*** Opening PROVIDED MATERIAL ***
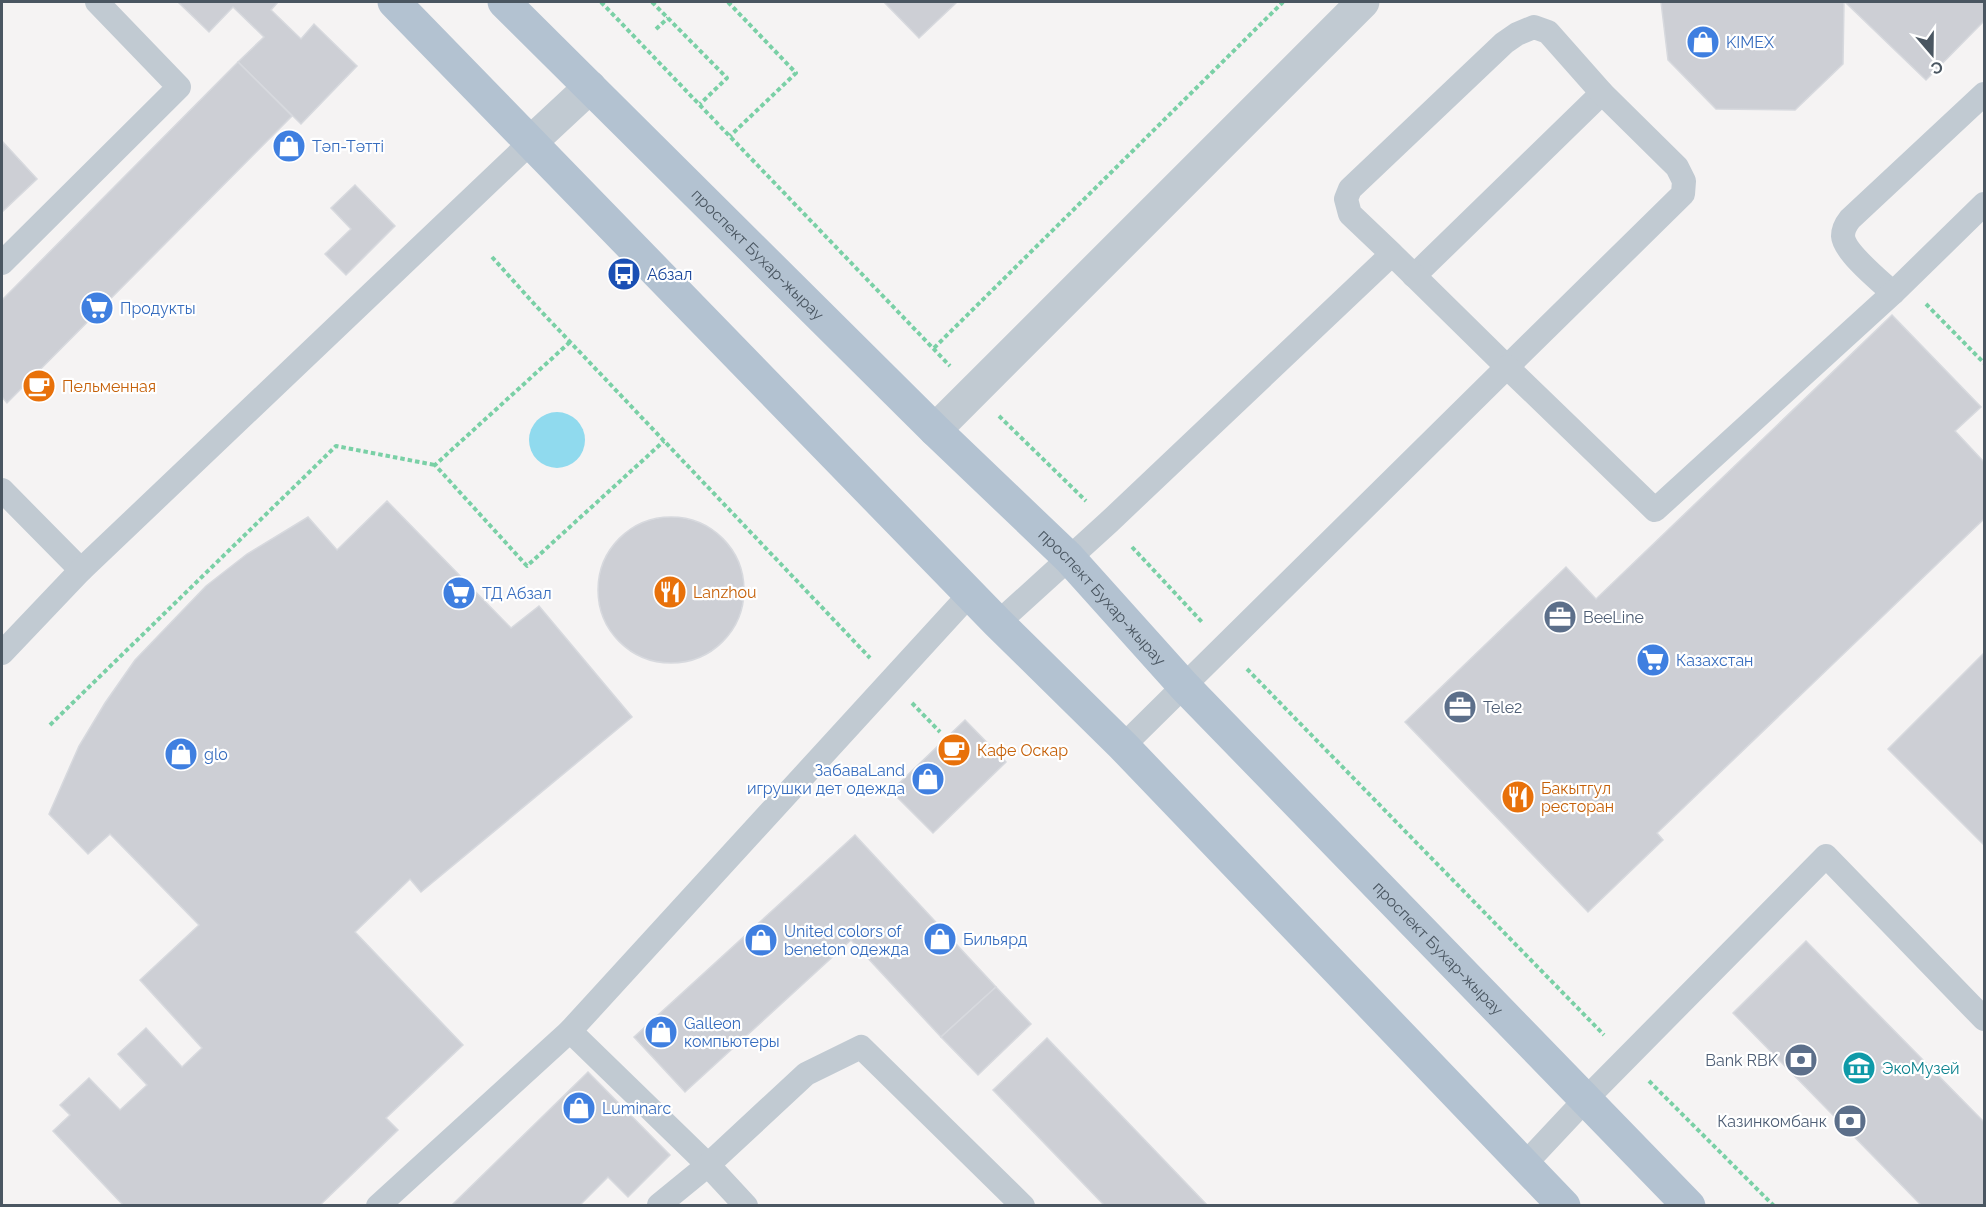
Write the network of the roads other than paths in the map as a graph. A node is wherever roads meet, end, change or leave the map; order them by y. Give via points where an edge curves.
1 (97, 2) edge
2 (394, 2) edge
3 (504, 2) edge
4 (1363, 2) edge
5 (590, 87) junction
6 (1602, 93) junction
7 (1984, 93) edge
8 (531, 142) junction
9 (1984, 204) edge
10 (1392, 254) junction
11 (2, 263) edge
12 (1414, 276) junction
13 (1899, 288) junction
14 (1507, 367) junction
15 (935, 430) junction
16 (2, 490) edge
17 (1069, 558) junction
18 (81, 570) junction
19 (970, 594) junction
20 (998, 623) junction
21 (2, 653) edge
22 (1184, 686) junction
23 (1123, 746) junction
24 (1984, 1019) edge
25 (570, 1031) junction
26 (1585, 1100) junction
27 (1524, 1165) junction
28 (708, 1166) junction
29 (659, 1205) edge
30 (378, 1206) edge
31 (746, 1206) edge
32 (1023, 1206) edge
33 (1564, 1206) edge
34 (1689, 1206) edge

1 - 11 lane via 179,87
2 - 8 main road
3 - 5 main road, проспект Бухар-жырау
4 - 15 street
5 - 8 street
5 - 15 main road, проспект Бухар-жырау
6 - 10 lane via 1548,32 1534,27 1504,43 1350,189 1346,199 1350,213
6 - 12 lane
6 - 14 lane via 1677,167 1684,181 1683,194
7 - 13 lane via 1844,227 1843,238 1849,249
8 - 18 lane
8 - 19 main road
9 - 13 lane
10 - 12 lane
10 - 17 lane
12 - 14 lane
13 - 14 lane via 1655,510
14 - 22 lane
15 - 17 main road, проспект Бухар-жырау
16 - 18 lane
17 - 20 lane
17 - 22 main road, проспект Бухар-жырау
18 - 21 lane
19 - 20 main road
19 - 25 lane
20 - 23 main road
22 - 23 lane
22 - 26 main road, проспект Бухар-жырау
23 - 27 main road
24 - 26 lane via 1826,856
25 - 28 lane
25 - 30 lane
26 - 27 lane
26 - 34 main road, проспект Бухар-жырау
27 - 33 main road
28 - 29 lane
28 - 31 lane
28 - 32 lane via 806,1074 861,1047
*** Closing PROVIDED MATERIAL ***
-- WHAT YOU SHOULD DO --
When you set down the records above, copy every line exactly and exclude the pictures.

-- YOUR RESPONSE --
Write the network of the roads other than paths in the map as a graph. A node is wherever roads meet, end, change or leave the map; order them by y. Give via points where an edge curves.
1 (97, 2) edge
2 (394, 2) edge
3 (504, 2) edge
4 (1363, 2) edge
5 (590, 87) junction
6 (1602, 93) junction
7 (1984, 93) edge
8 (531, 142) junction
9 (1984, 204) edge
10 (1392, 254) junction
11 (2, 263) edge
12 (1414, 276) junction
13 (1899, 288) junction
14 (1507, 367) junction
15 (935, 430) junction
16 (2, 490) edge
17 (1069, 558) junction
18 (81, 570) junction
19 (970, 594) junction
20 (998, 623) junction
21 (2, 653) edge
22 (1184, 686) junction
23 (1123, 746) junction
24 (1984, 1019) edge
25 (570, 1031) junction
26 (1585, 1100) junction
27 (1524, 1165) junction
28 (708, 1166) junction
29 (659, 1205) edge
30 (378, 1206) edge
31 (746, 1206) edge
32 (1023, 1206) edge
33 (1564, 1206) edge
34 (1689, 1206) edge

1 - 11 lane via 179,87
2 - 8 main road
3 - 5 main road, проспект Бухар-жырау
4 - 15 street
5 - 8 street
5 - 15 main road, проспект Бухар-жырау
6 - 10 lane via 1548,32 1534,27 1504,43 1350,189 1346,199 1350,213
6 - 12 lane
6 - 14 lane via 1677,167 1684,181 1683,194
7 - 13 lane via 1844,227 1843,238 1849,249
8 - 18 lane
8 - 19 main road
9 - 13 lane
10 - 12 lane
10 - 17 lane
12 - 14 lane
13 - 14 lane via 1655,510
14 - 22 lane
15 - 17 main road, проспект Бухар-жырау
16 - 18 lane
17 - 20 lane
17 - 22 main road, проспект Бухар-жырау
18 - 21 lane
19 - 20 main road
19 - 25 lane
20 - 23 main road
22 - 23 lane
22 - 26 main road, проспект Бухар-жырау
23 - 27 main road
24 - 26 lane via 1826,856
25 - 28 lane
25 - 30 lane
26 - 27 lane
26 - 34 main road, проспект Бухар-жырау
27 - 33 main road
28 - 29 lane
28 - 31 lane
28 - 32 lane via 806,1074 861,1047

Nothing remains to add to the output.